■ Instructions to follow:
Using the listing below, report all lines holding the word "HAVSGÅRDSVEJ".

■ Information:
-=-=-

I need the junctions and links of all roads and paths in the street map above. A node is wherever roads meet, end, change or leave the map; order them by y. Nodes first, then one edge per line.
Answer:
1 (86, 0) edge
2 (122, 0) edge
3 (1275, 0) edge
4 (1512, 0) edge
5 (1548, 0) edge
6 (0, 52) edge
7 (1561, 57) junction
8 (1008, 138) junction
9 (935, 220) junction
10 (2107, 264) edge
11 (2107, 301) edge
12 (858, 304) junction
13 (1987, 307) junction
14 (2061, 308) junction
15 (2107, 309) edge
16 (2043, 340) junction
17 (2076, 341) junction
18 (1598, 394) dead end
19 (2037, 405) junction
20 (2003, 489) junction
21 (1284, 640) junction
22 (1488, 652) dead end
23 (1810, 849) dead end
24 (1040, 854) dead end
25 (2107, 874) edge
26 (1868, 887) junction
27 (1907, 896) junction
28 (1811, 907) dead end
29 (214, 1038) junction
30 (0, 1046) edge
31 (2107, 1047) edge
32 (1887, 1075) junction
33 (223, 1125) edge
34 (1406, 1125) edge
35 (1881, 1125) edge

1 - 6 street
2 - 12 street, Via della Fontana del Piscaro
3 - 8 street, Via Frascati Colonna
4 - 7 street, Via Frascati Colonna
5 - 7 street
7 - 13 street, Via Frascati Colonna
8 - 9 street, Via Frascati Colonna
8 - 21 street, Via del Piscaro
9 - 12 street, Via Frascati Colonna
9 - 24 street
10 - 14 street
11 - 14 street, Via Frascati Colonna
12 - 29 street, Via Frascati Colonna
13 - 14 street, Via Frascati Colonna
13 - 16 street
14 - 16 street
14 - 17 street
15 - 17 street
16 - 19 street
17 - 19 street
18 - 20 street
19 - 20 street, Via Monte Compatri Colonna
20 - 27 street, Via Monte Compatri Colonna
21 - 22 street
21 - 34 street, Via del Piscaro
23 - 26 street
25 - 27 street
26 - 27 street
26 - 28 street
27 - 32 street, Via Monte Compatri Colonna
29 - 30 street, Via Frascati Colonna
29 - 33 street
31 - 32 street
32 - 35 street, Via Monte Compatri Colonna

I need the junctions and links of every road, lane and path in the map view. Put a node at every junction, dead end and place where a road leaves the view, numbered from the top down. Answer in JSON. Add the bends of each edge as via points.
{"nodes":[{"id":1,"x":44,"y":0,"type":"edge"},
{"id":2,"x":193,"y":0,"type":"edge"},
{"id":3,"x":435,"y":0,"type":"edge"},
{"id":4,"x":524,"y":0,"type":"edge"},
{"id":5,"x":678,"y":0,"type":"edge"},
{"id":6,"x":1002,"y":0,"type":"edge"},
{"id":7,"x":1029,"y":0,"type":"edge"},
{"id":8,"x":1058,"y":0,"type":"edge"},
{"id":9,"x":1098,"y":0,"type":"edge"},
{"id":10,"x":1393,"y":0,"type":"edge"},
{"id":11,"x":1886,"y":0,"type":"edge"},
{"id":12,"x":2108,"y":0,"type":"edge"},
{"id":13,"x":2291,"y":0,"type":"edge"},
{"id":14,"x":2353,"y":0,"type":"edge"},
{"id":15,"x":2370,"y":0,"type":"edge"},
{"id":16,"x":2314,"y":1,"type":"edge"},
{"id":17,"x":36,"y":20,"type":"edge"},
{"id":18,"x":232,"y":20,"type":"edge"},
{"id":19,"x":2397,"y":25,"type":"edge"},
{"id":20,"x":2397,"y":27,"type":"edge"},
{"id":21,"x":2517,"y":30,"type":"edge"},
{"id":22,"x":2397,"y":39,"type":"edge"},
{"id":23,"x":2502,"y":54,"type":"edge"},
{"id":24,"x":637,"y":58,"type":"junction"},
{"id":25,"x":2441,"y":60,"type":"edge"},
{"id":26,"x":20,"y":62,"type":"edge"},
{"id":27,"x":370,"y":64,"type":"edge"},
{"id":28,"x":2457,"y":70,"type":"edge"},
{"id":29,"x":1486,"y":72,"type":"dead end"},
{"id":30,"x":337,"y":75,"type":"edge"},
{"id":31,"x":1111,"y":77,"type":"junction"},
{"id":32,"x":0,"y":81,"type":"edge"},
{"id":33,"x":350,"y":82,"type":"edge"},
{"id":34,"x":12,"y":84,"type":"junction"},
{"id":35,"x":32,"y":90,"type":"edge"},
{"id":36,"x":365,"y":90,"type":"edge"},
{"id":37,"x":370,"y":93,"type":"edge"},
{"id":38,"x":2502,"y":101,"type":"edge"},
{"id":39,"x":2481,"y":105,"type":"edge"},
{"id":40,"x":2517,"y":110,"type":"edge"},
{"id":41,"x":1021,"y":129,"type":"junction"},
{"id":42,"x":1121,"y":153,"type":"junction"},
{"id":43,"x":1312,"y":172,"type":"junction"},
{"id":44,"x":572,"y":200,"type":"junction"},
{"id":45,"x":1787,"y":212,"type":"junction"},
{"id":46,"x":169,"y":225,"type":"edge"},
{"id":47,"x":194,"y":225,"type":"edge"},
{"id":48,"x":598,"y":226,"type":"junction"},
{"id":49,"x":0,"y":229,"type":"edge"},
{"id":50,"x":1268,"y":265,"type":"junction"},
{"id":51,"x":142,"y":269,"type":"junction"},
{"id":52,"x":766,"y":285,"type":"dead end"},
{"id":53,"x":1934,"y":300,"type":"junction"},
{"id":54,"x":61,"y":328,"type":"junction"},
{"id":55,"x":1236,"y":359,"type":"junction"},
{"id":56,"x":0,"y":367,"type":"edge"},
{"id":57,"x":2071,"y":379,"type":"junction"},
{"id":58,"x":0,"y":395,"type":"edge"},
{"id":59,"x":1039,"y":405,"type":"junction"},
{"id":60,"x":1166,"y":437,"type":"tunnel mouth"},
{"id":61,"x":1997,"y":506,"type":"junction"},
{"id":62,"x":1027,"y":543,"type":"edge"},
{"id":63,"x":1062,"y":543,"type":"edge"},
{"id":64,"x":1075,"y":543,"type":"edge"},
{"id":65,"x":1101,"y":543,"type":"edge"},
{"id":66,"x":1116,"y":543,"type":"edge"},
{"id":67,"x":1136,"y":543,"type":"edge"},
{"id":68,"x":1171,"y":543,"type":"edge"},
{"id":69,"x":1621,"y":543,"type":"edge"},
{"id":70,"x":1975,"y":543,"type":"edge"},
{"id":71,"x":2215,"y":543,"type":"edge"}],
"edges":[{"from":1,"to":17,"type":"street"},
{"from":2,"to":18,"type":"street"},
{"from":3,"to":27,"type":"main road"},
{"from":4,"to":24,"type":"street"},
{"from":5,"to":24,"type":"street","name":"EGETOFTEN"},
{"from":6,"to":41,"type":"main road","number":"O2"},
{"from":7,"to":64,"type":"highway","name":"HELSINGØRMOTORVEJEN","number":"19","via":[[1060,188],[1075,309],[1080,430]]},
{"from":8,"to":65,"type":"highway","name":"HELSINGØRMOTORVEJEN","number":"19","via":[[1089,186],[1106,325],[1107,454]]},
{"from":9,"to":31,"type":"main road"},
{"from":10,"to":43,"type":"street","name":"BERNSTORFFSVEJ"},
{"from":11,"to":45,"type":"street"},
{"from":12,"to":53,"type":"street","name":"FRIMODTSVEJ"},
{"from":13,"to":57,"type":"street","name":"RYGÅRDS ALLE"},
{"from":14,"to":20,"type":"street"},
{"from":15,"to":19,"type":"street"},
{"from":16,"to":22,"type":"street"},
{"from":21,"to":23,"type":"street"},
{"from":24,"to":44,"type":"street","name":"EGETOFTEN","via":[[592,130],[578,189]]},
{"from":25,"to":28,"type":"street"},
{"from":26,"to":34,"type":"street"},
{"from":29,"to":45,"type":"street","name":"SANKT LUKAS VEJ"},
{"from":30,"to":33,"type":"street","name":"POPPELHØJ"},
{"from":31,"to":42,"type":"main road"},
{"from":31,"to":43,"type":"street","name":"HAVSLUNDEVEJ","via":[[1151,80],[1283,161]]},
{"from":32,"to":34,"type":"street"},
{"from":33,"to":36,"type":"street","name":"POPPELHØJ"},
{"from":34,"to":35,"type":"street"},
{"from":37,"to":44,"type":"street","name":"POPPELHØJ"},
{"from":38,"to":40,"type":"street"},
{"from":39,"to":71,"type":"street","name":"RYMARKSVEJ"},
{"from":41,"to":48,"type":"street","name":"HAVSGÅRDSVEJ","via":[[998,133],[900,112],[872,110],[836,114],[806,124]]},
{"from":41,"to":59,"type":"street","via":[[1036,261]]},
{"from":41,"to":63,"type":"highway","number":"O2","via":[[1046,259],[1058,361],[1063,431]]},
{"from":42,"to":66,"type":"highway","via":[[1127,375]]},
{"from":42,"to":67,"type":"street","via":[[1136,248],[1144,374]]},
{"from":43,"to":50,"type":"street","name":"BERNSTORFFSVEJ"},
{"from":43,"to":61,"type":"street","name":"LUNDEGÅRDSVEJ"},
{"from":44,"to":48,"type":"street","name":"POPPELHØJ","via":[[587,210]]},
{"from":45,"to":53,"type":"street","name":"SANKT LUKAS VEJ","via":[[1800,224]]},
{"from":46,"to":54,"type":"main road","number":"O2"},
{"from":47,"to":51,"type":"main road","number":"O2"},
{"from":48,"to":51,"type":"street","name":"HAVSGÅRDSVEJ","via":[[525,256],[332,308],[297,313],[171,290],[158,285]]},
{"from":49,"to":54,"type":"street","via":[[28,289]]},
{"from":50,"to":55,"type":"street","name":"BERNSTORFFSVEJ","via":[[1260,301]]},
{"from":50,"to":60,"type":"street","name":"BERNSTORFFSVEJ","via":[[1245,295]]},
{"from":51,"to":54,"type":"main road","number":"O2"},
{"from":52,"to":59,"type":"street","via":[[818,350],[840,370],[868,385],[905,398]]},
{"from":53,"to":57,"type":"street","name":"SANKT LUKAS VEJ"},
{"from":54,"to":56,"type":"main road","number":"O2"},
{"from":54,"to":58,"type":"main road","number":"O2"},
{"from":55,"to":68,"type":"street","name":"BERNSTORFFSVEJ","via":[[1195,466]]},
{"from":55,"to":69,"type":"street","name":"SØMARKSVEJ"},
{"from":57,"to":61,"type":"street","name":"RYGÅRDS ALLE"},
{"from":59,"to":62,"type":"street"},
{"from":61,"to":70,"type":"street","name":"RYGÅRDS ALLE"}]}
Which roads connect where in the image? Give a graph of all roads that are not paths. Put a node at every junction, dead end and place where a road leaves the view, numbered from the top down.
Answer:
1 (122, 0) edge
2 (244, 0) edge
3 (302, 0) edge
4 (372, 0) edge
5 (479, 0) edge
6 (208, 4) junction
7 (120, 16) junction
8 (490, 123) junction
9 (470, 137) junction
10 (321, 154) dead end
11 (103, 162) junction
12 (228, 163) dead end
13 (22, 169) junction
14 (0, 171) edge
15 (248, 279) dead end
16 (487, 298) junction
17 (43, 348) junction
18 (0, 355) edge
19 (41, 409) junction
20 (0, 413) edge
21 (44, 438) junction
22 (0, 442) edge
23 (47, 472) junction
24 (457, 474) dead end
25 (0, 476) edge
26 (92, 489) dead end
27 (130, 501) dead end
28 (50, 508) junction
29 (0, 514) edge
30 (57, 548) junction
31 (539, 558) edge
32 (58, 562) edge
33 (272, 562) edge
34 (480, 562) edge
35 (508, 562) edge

-=-=-

■ Your response:
{"from":41,"to":48,"type":"street","name":"HAVSGÅRDSVEJ","via":[[998,133],[900,112],[872,110],[836,114],[806,124]]},
{"from":48,"to":51,"type":"street","name":"HAVSGÅRDSVEJ","via":[[525,256],[332,308],[297,313],[171,290],[158,285]]},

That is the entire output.